Back in 2015, Courtois, Alderweireld, Vertonghen, de Bruyne and Hazard were already mainstays in the team, led at the time by Manchester City captain, Vincent Kompany, and also including Tottenham's Moussa Dembele and Naser Chadli.
The perceived wisdom in Belgium is that all these players are a product of a radical intervention by the Belgian FA in under-age football right at the start of the new millennium, refocusing training on dribbling, the duel and defence-splitting passes, rather than man-marking and winning, and prescribing 5-man and 8-man competitions for younger age groups. Hmm, doesn't sound that different to what they have been doing in The Netherlands for the last fifty years – in football and in hockey. I'm sure it helped, but I'll reiterate – the main thing has been a lucky dip of players.
Republic of Ireland
Finally to Ireland then, during their modern FIFA Ranking era from 1992 to now. One could go back further, like Johnny Giles likes to do, regaling us of former Irish greats, but back in those dim and distant days there were no rankings and fewer games. It's hard to say whether those teams of the 60s, 70s and 80s were ever more than average or how good the players were.
Giles himself was world class, I think all agree – the Liam Brady of his era, but whether Noel Cantwell, Charlie Hurley, Mick Meagan and Shay Brennan were anything more than solid, I am not sure. And by his own admission, Eamonn Dunphy, who was capped a very respectable 22 times (more than e.g. Meagan or Brennan), was a journeyman. Were his better-known contemporaries like Tony Dunne, Joe Kinnear, Paddy Mulligan, Eoin Hand, Terry Conroy and Ray Treacy any better? Probably, but not a lot.

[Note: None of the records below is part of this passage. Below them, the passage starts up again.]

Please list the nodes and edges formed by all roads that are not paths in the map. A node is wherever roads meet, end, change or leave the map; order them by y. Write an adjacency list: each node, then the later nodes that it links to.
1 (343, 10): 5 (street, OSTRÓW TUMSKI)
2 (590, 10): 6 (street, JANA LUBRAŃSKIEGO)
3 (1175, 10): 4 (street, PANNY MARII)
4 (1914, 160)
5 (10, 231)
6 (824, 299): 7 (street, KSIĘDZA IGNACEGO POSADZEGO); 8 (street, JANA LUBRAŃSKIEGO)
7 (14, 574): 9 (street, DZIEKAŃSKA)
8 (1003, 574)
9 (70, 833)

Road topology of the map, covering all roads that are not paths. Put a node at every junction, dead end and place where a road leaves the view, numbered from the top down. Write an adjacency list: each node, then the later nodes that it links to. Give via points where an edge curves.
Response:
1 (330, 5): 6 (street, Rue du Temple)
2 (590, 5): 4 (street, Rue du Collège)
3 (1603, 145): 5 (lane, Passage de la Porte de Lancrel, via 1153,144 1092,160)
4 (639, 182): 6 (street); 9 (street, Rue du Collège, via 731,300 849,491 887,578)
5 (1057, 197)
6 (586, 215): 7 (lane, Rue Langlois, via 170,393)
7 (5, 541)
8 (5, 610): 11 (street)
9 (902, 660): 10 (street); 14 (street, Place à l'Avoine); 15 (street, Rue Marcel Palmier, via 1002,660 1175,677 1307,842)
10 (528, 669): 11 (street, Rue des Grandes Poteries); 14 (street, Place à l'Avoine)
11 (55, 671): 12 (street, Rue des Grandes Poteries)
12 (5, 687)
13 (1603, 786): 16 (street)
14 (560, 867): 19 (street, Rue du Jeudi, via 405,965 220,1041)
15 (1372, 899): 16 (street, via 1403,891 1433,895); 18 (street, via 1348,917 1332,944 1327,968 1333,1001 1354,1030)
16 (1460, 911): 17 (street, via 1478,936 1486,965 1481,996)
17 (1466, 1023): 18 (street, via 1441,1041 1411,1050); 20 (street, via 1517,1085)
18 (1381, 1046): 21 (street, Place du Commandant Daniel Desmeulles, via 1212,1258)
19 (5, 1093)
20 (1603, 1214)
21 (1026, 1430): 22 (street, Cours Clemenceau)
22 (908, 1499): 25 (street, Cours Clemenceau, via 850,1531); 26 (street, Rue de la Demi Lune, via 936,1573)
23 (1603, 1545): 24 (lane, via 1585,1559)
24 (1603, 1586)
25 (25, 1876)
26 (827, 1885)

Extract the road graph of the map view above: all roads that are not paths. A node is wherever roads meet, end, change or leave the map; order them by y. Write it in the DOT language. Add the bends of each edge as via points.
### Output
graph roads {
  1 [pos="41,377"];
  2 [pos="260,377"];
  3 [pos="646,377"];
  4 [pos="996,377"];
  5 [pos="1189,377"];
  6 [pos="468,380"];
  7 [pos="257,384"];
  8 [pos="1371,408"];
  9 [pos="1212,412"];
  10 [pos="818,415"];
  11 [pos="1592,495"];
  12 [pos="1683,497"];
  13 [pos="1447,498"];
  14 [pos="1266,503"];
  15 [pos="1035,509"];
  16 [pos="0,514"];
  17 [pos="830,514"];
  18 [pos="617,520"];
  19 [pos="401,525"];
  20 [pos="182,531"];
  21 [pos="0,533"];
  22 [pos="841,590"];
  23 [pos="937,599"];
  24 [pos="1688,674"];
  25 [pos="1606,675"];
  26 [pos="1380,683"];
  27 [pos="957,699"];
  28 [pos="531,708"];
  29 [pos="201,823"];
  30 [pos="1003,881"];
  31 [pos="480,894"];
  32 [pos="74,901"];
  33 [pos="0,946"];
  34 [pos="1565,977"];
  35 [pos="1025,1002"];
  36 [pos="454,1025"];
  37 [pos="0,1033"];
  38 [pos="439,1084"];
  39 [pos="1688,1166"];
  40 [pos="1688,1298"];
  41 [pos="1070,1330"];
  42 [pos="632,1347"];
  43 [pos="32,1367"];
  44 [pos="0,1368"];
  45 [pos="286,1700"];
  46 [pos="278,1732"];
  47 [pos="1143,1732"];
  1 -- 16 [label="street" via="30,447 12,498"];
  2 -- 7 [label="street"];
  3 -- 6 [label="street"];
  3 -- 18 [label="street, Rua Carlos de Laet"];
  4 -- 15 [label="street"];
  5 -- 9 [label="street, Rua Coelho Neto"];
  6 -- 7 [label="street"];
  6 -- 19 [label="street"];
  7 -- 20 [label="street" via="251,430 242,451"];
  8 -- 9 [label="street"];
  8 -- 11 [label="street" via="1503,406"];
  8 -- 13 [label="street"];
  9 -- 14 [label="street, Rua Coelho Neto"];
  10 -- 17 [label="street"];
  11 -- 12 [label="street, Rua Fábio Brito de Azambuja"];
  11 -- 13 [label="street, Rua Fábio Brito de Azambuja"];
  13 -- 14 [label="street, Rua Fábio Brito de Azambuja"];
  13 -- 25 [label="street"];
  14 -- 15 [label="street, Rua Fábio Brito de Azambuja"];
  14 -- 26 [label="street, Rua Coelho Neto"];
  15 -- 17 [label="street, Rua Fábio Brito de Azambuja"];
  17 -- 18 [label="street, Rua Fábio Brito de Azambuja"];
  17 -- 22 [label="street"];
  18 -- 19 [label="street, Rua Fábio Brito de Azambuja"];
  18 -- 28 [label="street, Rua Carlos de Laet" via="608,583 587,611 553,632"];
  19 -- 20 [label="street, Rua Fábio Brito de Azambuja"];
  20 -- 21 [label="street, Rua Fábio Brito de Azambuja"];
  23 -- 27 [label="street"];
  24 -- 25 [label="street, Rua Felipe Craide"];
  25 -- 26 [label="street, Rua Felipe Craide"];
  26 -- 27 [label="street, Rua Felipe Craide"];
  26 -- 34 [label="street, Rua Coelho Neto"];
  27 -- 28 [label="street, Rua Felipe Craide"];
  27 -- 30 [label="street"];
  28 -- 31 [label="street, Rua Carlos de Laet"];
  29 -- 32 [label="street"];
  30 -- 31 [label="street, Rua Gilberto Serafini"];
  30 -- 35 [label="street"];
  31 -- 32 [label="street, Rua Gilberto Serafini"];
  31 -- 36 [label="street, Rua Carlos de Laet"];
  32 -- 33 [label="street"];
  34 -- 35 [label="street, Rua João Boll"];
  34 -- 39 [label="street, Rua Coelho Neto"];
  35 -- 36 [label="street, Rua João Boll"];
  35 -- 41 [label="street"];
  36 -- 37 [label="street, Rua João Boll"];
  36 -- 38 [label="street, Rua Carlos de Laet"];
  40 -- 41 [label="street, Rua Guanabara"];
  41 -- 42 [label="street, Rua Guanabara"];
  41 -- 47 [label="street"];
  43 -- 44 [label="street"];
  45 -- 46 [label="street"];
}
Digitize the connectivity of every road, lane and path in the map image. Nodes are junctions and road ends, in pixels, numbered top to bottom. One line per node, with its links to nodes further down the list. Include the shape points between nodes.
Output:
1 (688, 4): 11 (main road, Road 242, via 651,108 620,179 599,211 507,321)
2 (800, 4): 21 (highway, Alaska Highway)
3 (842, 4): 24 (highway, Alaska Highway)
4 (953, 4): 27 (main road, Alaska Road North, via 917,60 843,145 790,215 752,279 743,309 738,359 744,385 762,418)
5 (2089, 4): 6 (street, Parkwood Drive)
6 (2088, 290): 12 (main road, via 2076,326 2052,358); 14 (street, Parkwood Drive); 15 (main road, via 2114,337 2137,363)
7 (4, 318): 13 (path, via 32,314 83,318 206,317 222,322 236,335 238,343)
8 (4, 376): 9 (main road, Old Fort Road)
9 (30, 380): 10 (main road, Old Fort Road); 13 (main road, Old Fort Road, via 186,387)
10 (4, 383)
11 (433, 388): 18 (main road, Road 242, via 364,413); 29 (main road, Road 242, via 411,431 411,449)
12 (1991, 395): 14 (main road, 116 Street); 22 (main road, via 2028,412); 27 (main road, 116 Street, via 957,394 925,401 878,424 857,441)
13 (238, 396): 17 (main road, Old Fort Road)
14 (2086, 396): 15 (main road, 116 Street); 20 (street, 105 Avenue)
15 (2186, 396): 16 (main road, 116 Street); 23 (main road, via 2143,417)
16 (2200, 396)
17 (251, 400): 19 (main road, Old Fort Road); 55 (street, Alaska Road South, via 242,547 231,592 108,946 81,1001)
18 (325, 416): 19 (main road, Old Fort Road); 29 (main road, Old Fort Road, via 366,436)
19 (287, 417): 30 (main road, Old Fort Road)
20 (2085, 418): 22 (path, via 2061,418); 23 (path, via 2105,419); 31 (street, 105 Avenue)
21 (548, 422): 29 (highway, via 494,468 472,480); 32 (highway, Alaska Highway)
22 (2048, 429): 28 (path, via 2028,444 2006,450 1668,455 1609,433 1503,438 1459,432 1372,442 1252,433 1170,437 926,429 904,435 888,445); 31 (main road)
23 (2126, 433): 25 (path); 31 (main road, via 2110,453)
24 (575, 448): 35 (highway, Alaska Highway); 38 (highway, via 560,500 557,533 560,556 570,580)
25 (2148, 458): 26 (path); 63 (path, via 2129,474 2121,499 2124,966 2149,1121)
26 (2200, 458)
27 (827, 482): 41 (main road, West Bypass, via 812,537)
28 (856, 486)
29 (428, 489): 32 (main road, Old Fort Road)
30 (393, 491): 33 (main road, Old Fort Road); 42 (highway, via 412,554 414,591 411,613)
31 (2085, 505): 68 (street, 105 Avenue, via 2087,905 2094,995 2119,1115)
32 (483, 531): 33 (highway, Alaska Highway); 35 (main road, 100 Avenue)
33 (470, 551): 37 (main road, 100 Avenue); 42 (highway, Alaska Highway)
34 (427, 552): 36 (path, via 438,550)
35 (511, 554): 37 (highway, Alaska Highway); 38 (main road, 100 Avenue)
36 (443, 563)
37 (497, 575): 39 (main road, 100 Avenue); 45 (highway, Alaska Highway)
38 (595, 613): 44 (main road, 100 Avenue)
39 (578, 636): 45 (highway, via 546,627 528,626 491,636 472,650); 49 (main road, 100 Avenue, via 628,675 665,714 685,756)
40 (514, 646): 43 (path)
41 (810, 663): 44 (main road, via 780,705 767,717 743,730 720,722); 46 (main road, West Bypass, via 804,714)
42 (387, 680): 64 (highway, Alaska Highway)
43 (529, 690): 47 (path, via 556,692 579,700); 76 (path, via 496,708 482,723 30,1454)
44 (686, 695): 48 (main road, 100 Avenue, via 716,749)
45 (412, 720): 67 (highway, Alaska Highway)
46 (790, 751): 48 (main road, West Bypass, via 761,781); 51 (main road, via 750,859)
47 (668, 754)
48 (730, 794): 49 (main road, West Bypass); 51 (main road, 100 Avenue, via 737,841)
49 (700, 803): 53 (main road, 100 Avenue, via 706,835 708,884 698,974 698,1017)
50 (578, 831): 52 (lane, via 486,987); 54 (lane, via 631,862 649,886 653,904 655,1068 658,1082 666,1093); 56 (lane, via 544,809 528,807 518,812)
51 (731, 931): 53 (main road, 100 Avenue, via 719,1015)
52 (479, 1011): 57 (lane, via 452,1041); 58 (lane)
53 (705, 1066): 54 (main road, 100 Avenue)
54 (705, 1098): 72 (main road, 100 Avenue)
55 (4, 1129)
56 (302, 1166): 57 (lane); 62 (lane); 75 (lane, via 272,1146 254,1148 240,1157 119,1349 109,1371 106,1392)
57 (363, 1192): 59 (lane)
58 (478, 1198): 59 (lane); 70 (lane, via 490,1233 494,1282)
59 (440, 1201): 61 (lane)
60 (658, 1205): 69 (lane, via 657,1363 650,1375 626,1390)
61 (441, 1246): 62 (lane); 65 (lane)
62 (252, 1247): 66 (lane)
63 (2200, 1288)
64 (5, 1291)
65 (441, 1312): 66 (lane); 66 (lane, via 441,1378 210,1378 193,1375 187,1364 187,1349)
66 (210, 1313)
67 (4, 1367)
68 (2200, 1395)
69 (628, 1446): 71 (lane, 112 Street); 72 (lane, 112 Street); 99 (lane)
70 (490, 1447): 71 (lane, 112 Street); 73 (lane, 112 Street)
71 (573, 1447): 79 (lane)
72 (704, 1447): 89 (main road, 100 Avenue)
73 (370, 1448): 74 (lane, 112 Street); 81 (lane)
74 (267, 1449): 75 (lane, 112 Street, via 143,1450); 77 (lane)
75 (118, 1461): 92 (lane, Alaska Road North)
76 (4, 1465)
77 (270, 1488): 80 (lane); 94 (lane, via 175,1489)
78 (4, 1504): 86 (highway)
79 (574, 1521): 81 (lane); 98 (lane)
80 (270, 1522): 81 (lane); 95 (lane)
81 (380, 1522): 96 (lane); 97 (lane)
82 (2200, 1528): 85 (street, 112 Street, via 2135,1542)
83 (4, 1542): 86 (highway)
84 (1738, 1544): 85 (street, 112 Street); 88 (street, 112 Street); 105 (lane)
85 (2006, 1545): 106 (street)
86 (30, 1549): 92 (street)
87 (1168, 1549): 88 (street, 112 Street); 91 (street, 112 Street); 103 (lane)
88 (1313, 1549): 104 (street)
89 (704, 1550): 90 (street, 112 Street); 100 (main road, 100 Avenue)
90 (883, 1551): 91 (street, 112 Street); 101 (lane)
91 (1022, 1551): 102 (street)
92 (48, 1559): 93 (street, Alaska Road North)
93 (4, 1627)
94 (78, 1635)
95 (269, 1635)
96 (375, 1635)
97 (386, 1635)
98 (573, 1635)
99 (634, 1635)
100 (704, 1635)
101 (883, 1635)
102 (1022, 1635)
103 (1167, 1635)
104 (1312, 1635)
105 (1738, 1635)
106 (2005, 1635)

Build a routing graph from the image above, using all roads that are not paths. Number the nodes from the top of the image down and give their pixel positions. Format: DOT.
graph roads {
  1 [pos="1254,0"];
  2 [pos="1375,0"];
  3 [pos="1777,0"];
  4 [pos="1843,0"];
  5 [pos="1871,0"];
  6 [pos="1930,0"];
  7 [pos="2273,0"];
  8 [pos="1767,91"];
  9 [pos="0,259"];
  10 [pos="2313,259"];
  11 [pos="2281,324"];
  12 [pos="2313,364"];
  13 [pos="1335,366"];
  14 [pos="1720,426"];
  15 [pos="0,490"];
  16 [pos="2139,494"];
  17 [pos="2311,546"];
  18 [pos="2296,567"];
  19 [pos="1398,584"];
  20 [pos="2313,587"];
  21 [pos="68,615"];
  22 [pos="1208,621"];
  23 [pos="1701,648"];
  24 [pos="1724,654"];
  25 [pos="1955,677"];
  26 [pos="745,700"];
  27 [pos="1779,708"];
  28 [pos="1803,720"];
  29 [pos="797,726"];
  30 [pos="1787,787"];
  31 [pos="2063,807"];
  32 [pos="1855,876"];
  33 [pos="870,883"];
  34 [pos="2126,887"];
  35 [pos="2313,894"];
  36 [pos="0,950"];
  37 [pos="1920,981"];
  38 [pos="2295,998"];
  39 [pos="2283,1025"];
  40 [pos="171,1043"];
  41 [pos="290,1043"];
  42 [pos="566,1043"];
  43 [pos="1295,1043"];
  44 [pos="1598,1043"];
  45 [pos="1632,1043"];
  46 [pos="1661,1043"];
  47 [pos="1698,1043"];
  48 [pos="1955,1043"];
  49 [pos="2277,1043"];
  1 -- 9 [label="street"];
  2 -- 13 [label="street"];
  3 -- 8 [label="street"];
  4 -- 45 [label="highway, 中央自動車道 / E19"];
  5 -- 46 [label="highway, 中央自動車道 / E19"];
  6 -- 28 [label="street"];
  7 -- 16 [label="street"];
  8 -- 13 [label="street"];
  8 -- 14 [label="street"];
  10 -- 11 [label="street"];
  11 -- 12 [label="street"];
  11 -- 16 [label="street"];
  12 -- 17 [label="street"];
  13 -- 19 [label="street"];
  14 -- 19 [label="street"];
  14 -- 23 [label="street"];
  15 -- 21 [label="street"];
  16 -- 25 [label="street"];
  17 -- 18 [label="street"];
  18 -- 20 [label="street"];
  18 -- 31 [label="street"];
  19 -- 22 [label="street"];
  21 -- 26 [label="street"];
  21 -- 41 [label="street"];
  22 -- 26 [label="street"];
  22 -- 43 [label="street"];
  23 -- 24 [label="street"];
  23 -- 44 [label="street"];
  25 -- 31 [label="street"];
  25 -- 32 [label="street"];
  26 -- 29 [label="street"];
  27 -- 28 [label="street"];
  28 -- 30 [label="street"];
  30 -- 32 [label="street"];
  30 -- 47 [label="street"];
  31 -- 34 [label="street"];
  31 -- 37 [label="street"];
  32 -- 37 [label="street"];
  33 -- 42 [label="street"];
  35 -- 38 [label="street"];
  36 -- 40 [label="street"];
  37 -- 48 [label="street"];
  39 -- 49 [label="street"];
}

So the thing is that the players Jack Charlton had were simply a gifted bunch – good skills, great fighting spirit, well-trained and well-experienced at the highest level, which at the time for them was the English First Division morphing into Premier League. Let's have a look at the team then that famously beat Italy 1-0 at the 1994 World Cup in the United States.
Defense vs Italy
In goal, Packie Bonner, who learned his football with Keadue Rovers in Co Donegal, but signed for Glasgow Celtic in 1978 at age 18 and never left. I don't think anybody would contend Keadue were a hotbed of football development in the late 1970s, and keeping goal for Celtic can hardly have been the most challenging gig to be found. So, arguably, Bonner was a weaker link in Charlton's team, but equally also he was clearly gifted.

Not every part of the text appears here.